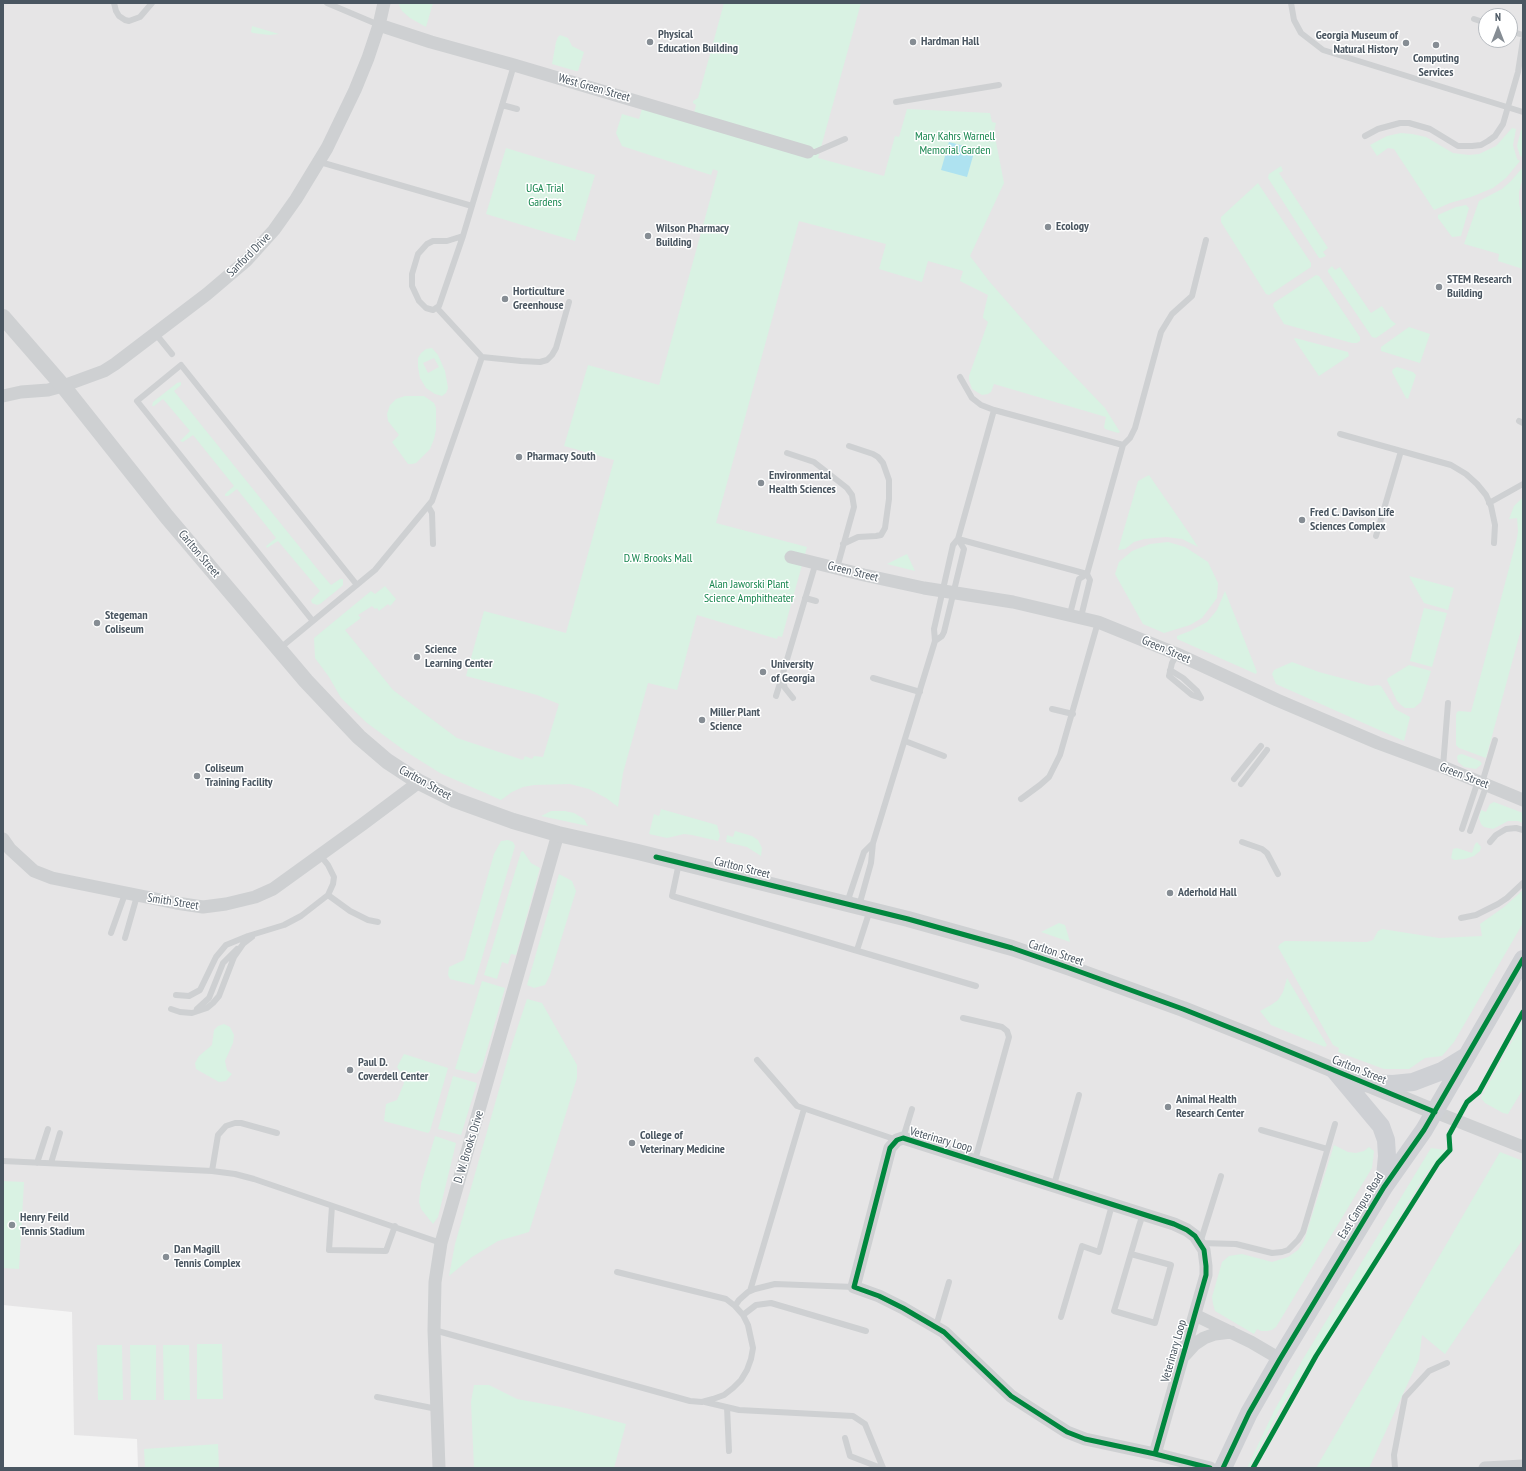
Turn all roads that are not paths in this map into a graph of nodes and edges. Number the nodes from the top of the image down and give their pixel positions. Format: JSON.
{"nodes":[{"id":1,"x":114,"y":3,"type":"edge"},
{"id":2,"x":152,"y":3,"type":"edge"},
{"id":3,"x":327,"y":3,"type":"edge"},
{"id":4,"x":384,"y":3,"type":"edge"},
{"id":5,"x":1292,"y":3,"type":"edge"},
{"id":6,"x":1474,"y":19,"type":"dead end"},
{"id":7,"x":1478,"y":20,"type":"edge"},
{"id":8,"x":379,"y":24,"type":"junction"},
{"id":9,"x":1523,"y":40,"type":"edge"},
{"id":10,"x":514,"y":65,"type":"junction"},
{"id":11,"x":999,"y":85,"type":"dead end"},
{"id":12,"x":896,"y":102,"type":"dead end"},
{"id":13,"x":502,"y":105,"type":"junction"},
{"id":14,"x":1508,"y":107,"type":"junction"},
{"id":15,"x":517,"y":110,"type":"dead end"},
{"id":16,"x":1523,"y":112,"type":"edge"},
{"id":17,"x":1364,"y":136,"type":"dead end"},
{"id":18,"x":845,"y":139,"type":"dead end"},
{"id":19,"x":808,"y":152,"type":"joint"},
{"id":20,"x":320,"y":162,"type":"junction"},
{"id":21,"x":472,"y":206,"type":"junction"},
{"id":22,"x":464,"y":236,"type":"junction"},
{"id":23,"x":1206,"y":240,"type":"dead end"},
{"id":24,"x":569,"y":302,"type":"dead end"},
{"id":25,"x":437,"y":308,"type":"junction"},
{"id":26,"x":3,"y":317,"type":"edge"},
{"id":27,"x":155,"y":333,"type":"junction"},
{"id":28,"x":172,"y":354,"type":"dead end"},
{"id":29,"x":482,"y":357,"type":"junction"},
{"id":30,"x":960,"y":377,"type":"dead end"},
{"id":31,"x":63,"y":386,"type":"junction"},
{"id":32,"x":3,"y":396,"type":"edge"},
{"id":33,"x":994,"y":410,"type":"junction"},
{"id":34,"x":1340,"y":434,"type":"dead end"},
{"id":35,"x":849,"y":446,"type":"dead end"},
{"id":36,"x":1123,"y":446,"type":"junction"},
{"id":37,"x":1401,"y":451,"type":"junction"},
{"id":38,"x":787,"y":453,"type":"dead end"},
{"id":39,"x":1523,"y":484,"type":"edge"},
{"id":40,"x":1489,"y":503,"type":"junction"},
{"id":41,"x":428,"y":506,"type":"junction"},
{"id":42,"x":1376,"y":536,"type":"dead end"},
{"id":43,"x":958,"y":539,"type":"junction"},
{"id":44,"x":1494,"y":543,"type":"dead end"},
{"id":45,"x":433,"y":544,"type":"dead end"},
{"id":46,"x":844,"y":544,"type":"junction"},
{"id":47,"x":791,"y":557,"type":"dead end"},
{"id":48,"x":816,"y":562,"type":"junction"},
{"id":49,"x":837,"y":568,"type":"junction"},
{"id":50,"x":1087,"y":574,"type":"junction"},
{"id":51,"x":357,"y":585,"type":"junction"},
{"id":52,"x":948,"y":592,"type":"junction"},
{"id":53,"x":806,"y":598,"type":"junction"},
{"id":54,"x":816,"y":601,"type":"dead end"},
{"id":55,"x":1076,"y":616,"type":"junction"},
{"id":56,"x":312,"y":620,"type":"junction"},
{"id":57,"x":1098,"y":622,"type":"junction"},
{"id":58,"x":935,"y":641,"type":"junction"},
{"id":59,"x":279,"y":649,"type":"junction"},
{"id":60,"x":1177,"y":654,"type":"junction"},
{"id":61,"x":783,"y":672,"type":"junction"},
{"id":62,"x":1170,"y":673,"type":"junction"},
{"id":63,"x":873,"y":678,"type":"dead end"},
{"id":64,"x":920,"y":692,"type":"junction"},
{"id":65,"x":776,"y":696,"type":"dead end"},
{"id":66,"x":793,"y":698,"type":"dead end"},
{"id":67,"x":1448,"y":703,"type":"dead end"},
{"id":68,"x":1052,"y":709,"type":"dead end"},
{"id":69,"x":1073,"y":714,"type":"junction"},
{"id":70,"x":1495,"y":740,"type":"dead end"},
{"id":71,"x":905,"y":741,"type":"junction"},
{"id":72,"x":1260,"y":746,"type":"dead end"},
{"id":73,"x":1267,"y":750,"type":"dead end"},
{"id":74,"x":944,"y":756,"type":"dead end"},
{"id":75,"x":1443,"y":767,"type":"junction"},
{"id":76,"x":1234,"y":779,"type":"dead end"},
{"id":77,"x":419,"y":782,"type":"junction"},
{"id":78,"x":1482,"y":782,"type":"junction"},
{"id":79,"x":1241,"y":784,"type":"dead end"},
{"id":80,"x":1021,"y":799,"type":"dead end"},
{"id":81,"x":1523,"y":800,"type":"edge"},
{"id":82,"x":1462,"y":829,"type":"dead end"},
{"id":83,"x":1523,"y":830,"type":"edge"},
{"id":84,"x":1470,"y":831,"type":"dead end"},
{"id":85,"x":558,"y":834,"type":"junction"},
{"id":86,"x":3,"y":839,"type":"edge"},
{"id":87,"x":1242,"y":842,"type":"dead end"},
{"id":88,"x":1490,"y":842,"type":"dead end"},
{"id":89,"x":873,"y":843,"type":"junction"},
{"id":90,"x":320,"y":855,"type":"junction"},
{"id":91,"x":680,"y":863,"type":"junction"},
{"id":92,"x":1278,"y":874,"type":"dead end"},
{"id":93,"x":1523,"y":883,"type":"edge"},
{"id":94,"x":124,"y":894,"type":"junction"},
{"id":95,"x":328,"y":895,"type":"junction"},
{"id":96,"x":138,"y":896,"type":"junction"},
{"id":97,"x":859,"y":907,"type":"junction"},
{"id":98,"x":1461,"y":918,"type":"dead end"},
{"id":99,"x":378,"y":922,"type":"dead end"},
{"id":100,"x":111,"y":933,"type":"dead end"},
{"id":101,"x":257,"y":934,"type":"junction"},
{"id":102,"x":125,"y":938,"type":"dead end"},
{"id":103,"x":857,"y":950,"type":"junction"},
{"id":104,"x":1523,"y":959,"type":"edge"},
{"id":105,"x":976,"y":986,"type":"dead end"},
{"id":106,"x":176,"y":995,"type":"dead end"},
{"id":107,"x":171,"y":1009,"type":"dead end"},
{"id":108,"x":963,"y":1018,"type":"dead end"},
{"id":109,"x":1467,"y":1055,"type":"junction"},
{"id":110,"x":757,"y":1060,"type":"dead end"},
{"id":111,"x":1335,"y":1071,"type":"junction"},
{"id":112,"x":1363,"y":1083,"type":"junction"},
{"id":113,"x":1079,"y":1095,"type":"dead end"},
{"id":114,"x":804,"y":1109,"type":"junction"},
{"id":115,"x":912,"y":1109,"type":"dead end"},
{"id":116,"x":1435,"y":1112,"type":"junction"},
{"id":117,"x":1334,"y":1124,"type":"dead end"},
{"id":118,"x":48,"y":1129,"type":"dead end"},
{"id":119,"x":1261,"y":1130,"type":"dead end"},
{"id":120,"x":60,"y":1133,"type":"dead end"},
{"id":121,"x":277,"y":1133,"type":"dead end"},
{"id":122,"x":900,"y":1139,"type":"junction"},
{"id":123,"x":1523,"y":1147,"type":"edge"},
{"id":124,"x":1327,"y":1149,"type":"junction"},
{"id":125,"x":975,"y":1160,"type":"junction"},
{"id":126,"x":3,"y":1161,"type":"edge"},
{"id":127,"x":37,"y":1163,"type":"junction"},
{"id":128,"x":50,"y":1163,"type":"junction"},
{"id":129,"x":212,"y":1171,"type":"junction"},
{"id":130,"x":1222,"y":1176,"type":"dead end"},
{"id":131,"x":1054,"y":1185,"type":"junction"},
{"id":132,"x":1384,"y":1187,"type":"junction"},
{"id":133,"x":1112,"y":1205,"type":"junction"},
{"id":134,"x":332,"y":1206,"type":"junction"},
{"id":135,"x":1143,"y":1214,"type":"junction"},
{"id":136,"x":395,"y":1226,"type":"junction"},
{"id":137,"x":441,"y":1243,"type":"junction"},
{"id":138,"x":1200,"y":1243,"type":"junction"},
{"id":139,"x":1131,"y":1254,"type":"junction"},
{"id":140,"x":617,"y":1272,"type":"dead end"},
{"id":141,"x":949,"y":1282,"type":"dead end"},
{"id":142,"x":854,"y":1287,"type":"junction"},
{"id":143,"x":750,"y":1291,"type":"junction"},
{"id":144,"x":735,"y":1306,"type":"junction"},
{"id":145,"x":1195,"y":1314,"type":"junction"},
{"id":146,"x":743,"y":1315,"type":"junction"},
{"id":147,"x":1060,"y":1317,"type":"dead end"},
{"id":148,"x":936,"y":1326,"type":"junction"},
{"id":149,"x":434,"y":1330,"type":"junction"},
{"id":150,"x":866,"y":1331,"type":"dead end"},
{"id":151,"x":1231,"y":1332,"type":"junction"},
{"id":152,"x":1183,"y":1356,"type":"junction"},
{"id":153,"x":1280,"y":1359,"type":"junction"},
{"id":154,"x":1447,"y":1363,"type":"dead end"},
{"id":155,"x":377,"y":1397,"type":"dead end"},
{"id":156,"x":702,"y":1402,"type":"junction"},
{"id":157,"x":727,"y":1408,"type":"junction"},
{"id":158,"x":437,"y":1409,"type":"junction"},
{"id":159,"x":845,"y":1438,"type":"dead end"},
{"id":160,"x":729,"y":1451,"type":"dead end"},
{"id":161,"x":1155,"y":1454,"type":"junction"},
{"id":162,"x":1523,"y":1466,"type":"edge"},
{"id":163,"x":439,"y":1468,"type":"edge"},
{"id":164,"x":882,"y":1468,"type":"edge"},
{"id":165,"x":1210,"y":1468,"type":"edge"},
{"id":166,"x":1223,"y":1468,"type":"edge"},
{"id":167,"x":1395,"y":1468,"type":"edge"},
{"id":168,"x":1484,"y":1468,"type":"edge"},
{"id":169,"x":1502,"y":1468,"type":"edge"}],
"edges":[{"from":1,"to":2,"type":"lane"},
{"from":3,"to":8,"type":"lane"},
{"from":4,"to":8,"type":"street","name":"Sanford Drive"},
{"from":5,"to":14,"type":"lane"},
{"from":6,"to":7,"type":"lane"},
{"from":8,"to":10,"type":"street","name":"West Green Street"},
{"from":8,"to":20,"type":"street","name":"Sanford Drive"},
{"from":9,"to":14,"type":"lane"},
{"from":10,"to":13,"type":"lane"},
{"from":10,"to":19,"type":"street","name":"West Green Street"},
{"from":11,"to":12,"type":"lane"},
{"from":13,"to":15,"type":"lane"},
{"from":13,"to":21,"type":"lane"},
{"from":14,"to":16,"type":"lane"},
{"from":14,"to":17,"type":"lane"},
{"from":18,"to":19,"type":"lane"},
{"from":20,"to":21,"type":"lane"},
{"from":20,"to":27,"type":"street","name":"Sanford Drive"},
{"from":21,"to":22,"type":"lane"},
{"from":22,"to":25,"type":"lane"},
{"from":22,"to":25,"type":"lane"},
{"from":23,"to":36,"type":"lane"},
{"from":24,"to":29,"type":"lane"},
{"from":25,"to":29,"type":"lane"},
{"from":26,"to":31,"type":"street","name":"Carlton Street"},
{"from":27,"to":28,"type":"lane"},
{"from":27,"to":31,"type":"street","name":"Sanford Drive"},
{"from":29,"to":41,"type":"lane"},
{"from":30,"to":33,"type":"lane"},
{"from":31,"to":32,"type":"street","name":"Sanford Drive"},
{"from":31,"to":59,"type":"street","name":"Carlton Street"},
{"from":33,"to":36,"type":"lane"},
{"from":33,"to":43,"type":"lane"},
{"from":34,"to":37,"type":"lane"},
{"from":35,"to":46,"type":"lane"},
{"from":36,"to":50,"type":"lane"},
{"from":37,"to":40,"type":"lane"},
{"from":37,"to":42,"type":"lane"},
{"from":38,"to":46,"type":"lane"},
{"from":39,"to":40,"type":"lane"},
{"from":40,"to":44,"type":"lane"},
{"from":41,"to":45,"type":"lane"},
{"from":41,"to":51,"type":"lane"},
{"from":43,"to":50,"type":"lane"},
{"from":43,"to":52,"type":"lane"},
{"from":43,"to":52,"type":"lane"},
{"from":46,"to":49,"type":"lane"},
{"from":47,"to":48,"type":"street","name":"Green Street"},
{"from":48,"to":49,"type":"street","name":"Green Street"},
{"from":48,"to":53,"type":"lane"},
{"from":49,"to":52,"type":"street","name":"Green Street"},
{"from":50,"to":55,"type":"lane"},
{"from":50,"to":55,"type":"lane"},
{"from":51,"to":56,"type":"lane"},
{"from":51,"to":56,"type":"lane"},
{"from":52,"to":55,"type":"street","name":"Green Street"},
{"from":52,"to":58,"type":"lane"},
{"from":52,"to":58,"type":"lane"},
{"from":53,"to":54,"type":"lane"},
{"from":53,"to":61,"type":"lane"},
{"from":55,"to":57,"type":"street","name":"Green Street"},
{"from":56,"to":59,"type":"lane"},
{"from":57,"to":60,"type":"street","name":"Green Street"},
{"from":57,"to":69,"type":"lane"},
{"from":58,"to":64,"type":"lane"},
{"from":59,"to":77,"type":"street","name":"Carlton Street"},
{"from":60,"to":62,"type":"lane"},
{"from":60,"to":75,"type":"street","name":"Green Street"},
{"from":61,"to":65,"type":"lane"},
{"from":61,"to":66,"type":"lane"},
{"from":62,"to":62,"type":"lane"},
{"from":63,"to":64,"type":"lane"},
{"from":64,"to":71,"type":"lane"},
{"from":67,"to":75,"type":"lane"},
{"from":68,"to":69,"type":"lane"},
{"from":69,"to":80,"type":"lane"},
{"from":70,"to":78,"type":"lane"},
{"from":71,"to":74,"type":"lane"},
{"from":71,"to":89,"type":"lane"},
{"from":72,"to":76,"type":"lane"},
{"from":73,"to":79,"type":"lane"},
{"from":75,"to":78,"type":"street","name":"Green Street"},
{"from":77,"to":85,"type":"street","name":"Carlton Street"},
{"from":77,"to":90,"type":"street","name":"Smith Street"},
{"from":78,"to":81,"type":"street","name":"Green Street"},
{"from":78,"to":82,"type":"lane"},
{"from":78,"to":84,"type":"lane"},
{"from":83,"to":88,"type":"lane"},
{"from":85,"to":91,"type":"street","name":"Carlton Street"},
{"from":85,"to":137,"type":"street","name":"D. W. Brooks Drive"},
{"from":86,"to":94,"type":"street","name":"Smith Street"},
{"from":87,"to":92,"type":"lane"},
{"from":89,"to":97,"type":"lane"},
{"from":89,"to":97,"type":"lane"},
{"from":90,"to":95,"type":"lane"},
{"from":90,"to":96,"type":"street","name":"Smith Street"},
{"from":91,"to":97,"type":"street","name":"Carlton Street"},
{"from":91,"to":103,"type":"lane"},
{"from":93,"to":98,"type":"lane"},
{"from":94,"to":96,"type":"street","name":"Smith Street"},
{"from":94,"to":100,"type":"lane"},
{"from":95,"to":99,"type":"lane"},
{"from":95,"to":101,"type":"lane"},
{"from":96,"to":102,"type":"lane"},
{"from":97,"to":103,"type":"lane"},
{"from":97,"to":111,"type":"street","name":"Carlton Street"},
{"from":101,"to":106,"type":"lane"},
{"from":101,"to":107,"type":"lane"},
{"from":103,"to":105,"type":"lane"},
{"from":104,"to":109,"type":"main road","name":"East Campus Road"},
{"from":108,"to":125,"type":"lane"},
{"from":109,"to":112,"type":"main road"},
{"from":109,"to":116,"type":"main road","name":"East Campus Road"},
{"from":110,"to":114,"type":"lane"},
{"from":111,"to":112,"type":"street","name":"Carlton Street"},
{"from":111,"to":132,"type":"main road"},
{"from":112,"to":116,"type":"street","name":"Carlton Street"},
{"from":113,"to":131,"type":"lane"},
{"from":114,"to":122,"type":"lane"},
{"from":114,"to":143,"type":"lane"},
{"from":115,"to":122,"type":"lane"},
{"from":116,"to":123,"type":"street","name":"Carlton Street"},
{"from":116,"to":132,"type":"main road","name":"East Campus Road"},
{"from":117,"to":124,"type":"lane"},
{"from":118,"to":127,"type":"lane"},
{"from":119,"to":124,"type":"lane"},
{"from":120,"to":128,"type":"lane"},
{"from":121,"to":129,"type":"lane"},
{"from":122,"to":125,"type":"street","name":"Veterinary Loop"},
{"from":122,"to":142,"type":"street","name":"Veterinary Loop"},
{"from":124,"to":138,"type":"lane"},
{"from":125,"to":131,"type":"street","name":"Veterinary Loop"},
{"from":126,"to":127,"type":"lane"},
{"from":127,"to":128,"type":"lane"},
{"from":128,"to":129,"type":"lane"},
{"from":129,"to":134,"type":"lane"},
{"from":130,"to":138,"type":"lane"},
{"from":131,"to":133,"type":"street","name":"Veterinary Loop"},
{"from":132,"to":153,"type":"main road","name":"East Campus Road"},
{"from":133,"to":135,"type":"street","name":"Veterinary Loop"},
{"from":133,"to":147,"type":"lane"},
{"from":134,"to":136,"type":"lane"},
{"from":134,"to":136,"type":"lane"},
{"from":135,"to":138,"type":"street","name":"Veterinary Loop"},
{"from":135,"to":139,"type":"lane"},
{"from":136,"to":137,"type":"lane"},
{"from":137,"to":149,"type":"street","name":"D. W. Brooks Drive"},
{"from":138,"to":145,"type":"street","name":"Veterinary Loop"},
{"from":139,"to":139,"type":"lane"},
{"from":140,"to":144,"type":"lane"},
{"from":141,"to":148,"type":"lane"},
{"from":142,"to":143,"type":"lane"},
{"from":142,"to":148,"type":"street"},
{"from":143,"to":144,"type":"lane"},
{"from":144,"to":146,"type":"lane"},
{"from":145,"to":151,"type":"street","name":"Veterinary Loop"},
{"from":145,"to":152,"type":"street","name":"Veterinary Loop"},
{"from":146,"to":150,"type":"lane"},
{"from":146,"to":156,"type":"lane"},
{"from":148,"to":161,"type":"street"},
{"from":149,"to":156,"type":"lane"},
{"from":149,"to":158,"type":"street","name":"D. W. Brooks Drive"},
{"from":151,"to":152,"type":"street"},
{"from":151,"to":153,"type":"street","name":"Veterinary Loop"},
{"from":152,"to":161,"type":"street","name":"Veterinary Loop"},
{"from":153,"to":166,"type":"main road","name":"East Campus Road"},
{"from":154,"to":167,"type":"lane"},
{"from":155,"to":158,"type":"lane"},
{"from":156,"to":157,"type":"lane"},
{"from":157,"to":160,"type":"lane"},
{"from":157,"to":164,"type":"lane"},
{"from":158,"to":163,"type":"street","name":"D. W. Brooks Drive"},
{"from":159,"to":164,"type":"lane"},
{"from":161,"to":165,"type":"street"},
{"from":162,"to":169,"type":"street"},
{"from":168,"to":169,"type":"street"}]}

_ _ _ _ _ _ _

## PROBLEM
All lines with the word "Brooks" are needed; pull them from the entries and copy each.

## WORKED SOLUTION
{"from":85,"to":137,"type":"street","name":"D. W. Brooks Drive"},
{"from":137,"to":149,"type":"street","name":"D. W. Brooks Drive"},
{"from":149,"to":158,"type":"street","name":"D. W. Brooks Drive"},
{"from":158,"to":163,"type":"street","name":"D. W. Brooks Drive"},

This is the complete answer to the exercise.